Benim eşim işten gelince arkadaşlarının yanına gidiyor, benimle evliliği paylaşmıyor. Farkında değil. Ne yapmalıyım?
Çok sorulan bir soru olduğu için bu konuyu biraz geniş ele almak istiyorum. Eşiniz eve gelmeden önce onu eve bağlayıcı yöntemler geliştirin. Bunda öncelikle aklınızı kullanın, ardından eş olmanın verdiği gizemli özelliğinizi fark ettirin.
1) Kadının erkeğe karşı en etkili hali
tatlı dilidir, güler yüzüdür, tebessümüdür, gönül almasını bilmesidir, sıkıntısını paylaşmasıdır, eşi yüzüne bakınca içinin açılması, bir anda bütün yorgunluklarını atmasıdır.

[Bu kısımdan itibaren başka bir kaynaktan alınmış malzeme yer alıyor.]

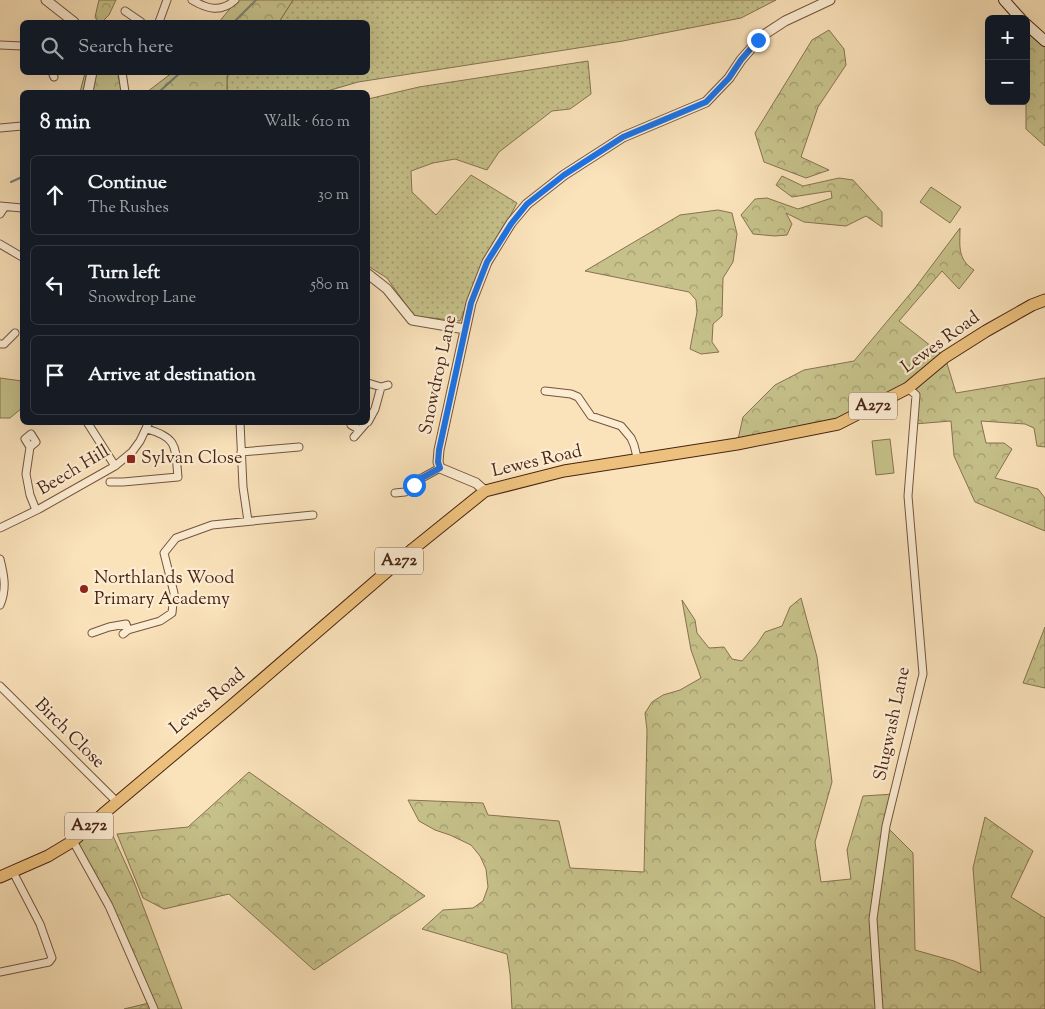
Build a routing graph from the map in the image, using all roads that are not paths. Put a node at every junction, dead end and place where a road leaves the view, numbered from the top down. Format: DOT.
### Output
graph roads {
  1 [pos="46,0"];
  2 [pos="167,0"];
  3 [pos="192,0"];
  4 [pos="235,0"];
  5 [pos="830,0"];
  6 [pos="1004,0"];
  7 [pos="125,11"];
  8 [pos="1017,15"];
  9 [pos="71,20"];
  10 [pos="138,20"];
  11 [pos="160,20"];
  12 [pos="1030,28"];
  13 [pos="1045,41"];
  14 [pos="0,46"];
  15 [pos="20,46"];
  16 [pos="91,75"];
  17 [pos="122,75"];
  18 [pos="88,90"];
  19 [pos="125,90"];
  20 [pos="20,126"];
  21 [pos="0,128"];
  22 [pos="20,208"];
  23 [pos="1,209"];
  24 [pos="0,244"];
  25 [pos="20,256"];
  26 [pos="370,276"];
  27 [pos="1045,300"];
  28 [pos="466,329"];
  29 [pos="15,333"];
  30 [pos="0,344"];
  31 [pos="370,383"];
  32 [pos="908,388"];
  33 [pos="545,391"];
  34 [pos="370,418"];
  35 [pos="89,425"];
  36 [pos="240,425"];
  37 [pos="351,425"];
  38 [pos="364,425"];
  39 [pos="148,426"];
  40 [pos="360,430"];
  41 [pos="354,437"];
  42 [pos="30,447"];
  43 [pos="299,447"];
  44 [pos="241,452"];
  45 [pos="638,461"];
  46 [pos="115,466"];
  47 [pos="440,468"];
  48 [pos="110,482"];
  49 [pos="485,491"];
  50 [pos="395,493"];
  51 [pos="36,510"];
  52 [pos="313,515"];
  53 [pos="248,521"];
  54 [pos="0,528"];
  55 [pos="0,559"];
  56 [pos="0,604"];
  57 [pos="92,633"];
  58 [pos="0,686"];
  59 [pos="117,802"];
  60 [pos="73,841"];
  61 [pos="13,872"];
  62 [pos="0,877"];
  63 [pos="0,972"];
  64 [pos="154,1009"];
  65 [pos="879,1009"];
  1 -- 9 [label="street"];
  2 -- 11 [label="street"];
  3 -- 4 [label="street"];
  5 -- 28 [label="street, Snowdrop Lane"];
  6 -- 8 [label="main road"];
  7 -- 10 [label="street"];
  12 -- 13 [label="main road"];
  14 -- 15 [label="street"];
  16 -- 18 [label="street"];
  17 -- 19 [label="street"];
  20 -- 21 [label="street"];
  22 -- 23 [label="street"];
  24 -- 25 [label="street"];
  26 -- 28 [label="street"];
  27 -- 32 [label="highway, Lewes Road / A272"];
  28 -- 47 [label="street, Snowdrop Lane"];
  29 -- 30 [label="street"];
  31 -- 34 [label="street"];
  32 -- 45 [label="highway, Lewes Road / A272"];
  32 -- 65 [label="street, Slugwash Lane"];
  33 -- 45 [label="street"];
  35 -- 46 [label="street"];
  36 -- 44 [label="street"];
  37 -- 40 [label="street"];
  38 -- 40 [label="street"];
  39 -- 46 [label="street, Beech Hill"];
  39 -- 48 [label="street"];
  40 -- 41 [label="street"];
  42 -- 51 [label="street"];
  43 -- 44 [label="street"];
  44 -- 53 [label="street"];
  45 -- 49 [label="highway, Lewes Road / A272"];
  46 -- 51 [label="street, Beech Hill"];
  47 -- 49 [label="street"];
  47 -- 50 [label="street"];
  49 -- 59 [label="highway, Lewes Road / A272"];
  51 -- 54 [label="street, Beech Hill"];
  52 -- 53 [label="street"];
  53 -- 57 [label="street"];
  55 -- 56 [label="street"];
  58 -- 59 [label="street, Birch Close"];
  59 -- 60 [label="highway, Lewes Road / A272"];
  60 -- 61 [label="highway, Lewes Road / A272"];
  60 -- 64 [label="street"];
  61 -- 62 [label="highway, Lewes Road / A272"];
  61 -- 63 [label="street"];
}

2) Erkeği kadına bağlayan en güçlü sır, kadının müşfik halidir, annelik özelliği olan şefkatidir. Bu gücü iyi kullanın. Eşinizi sizinle
vakit geçirmekten zevk alır hale getirin. "Seninle birlikte olunca kendimi dünyanın en mutlu insanı olarak hissediyorum" gibi sözleri yeri geldikçe dile getirin.
3) İmkânlarınız ölçüsünde sofrada çeşitleri arttırın. Erkeği eve bağlayan önemli vesilelerden biri de sevdiği yemeklerin sofrada olmasıdır.
Yemek sonrası çay,
kahve, kuru yemiş gibi şeyleri eksik etmeyin ki, karnı doyar doymaz gözü ayakkabısında olmasın.
4)
Kitap okuma alışkanlığı edinmeye çalışın. Birkaç hikayeyi okuyun, aklınızda tutun, eve gelince çay içme esnasında anlatmaya çalışın. Hatta hikayenin başından biraz anlatın, gerisini kitaptan takip edin. Fakat bunu yaparken, eşinize
ders verir vaziyete girmeyin. Hele dini konularda bir hoca gibi konuşmayı denemeyin. Yoksa hemen eşinizden "Başıma hoca kesildin" sözünü işitebilirsiniz.
5) Bazı
radyo ve TV programlarının yayın akışını gözden geçirin. Seçtiğiniz programları birlikte dinlemeye, izlemeye çalışın. Arada sorular sorarak onun yorum yapmasını temin edin. Eşinizi programın içine çekin.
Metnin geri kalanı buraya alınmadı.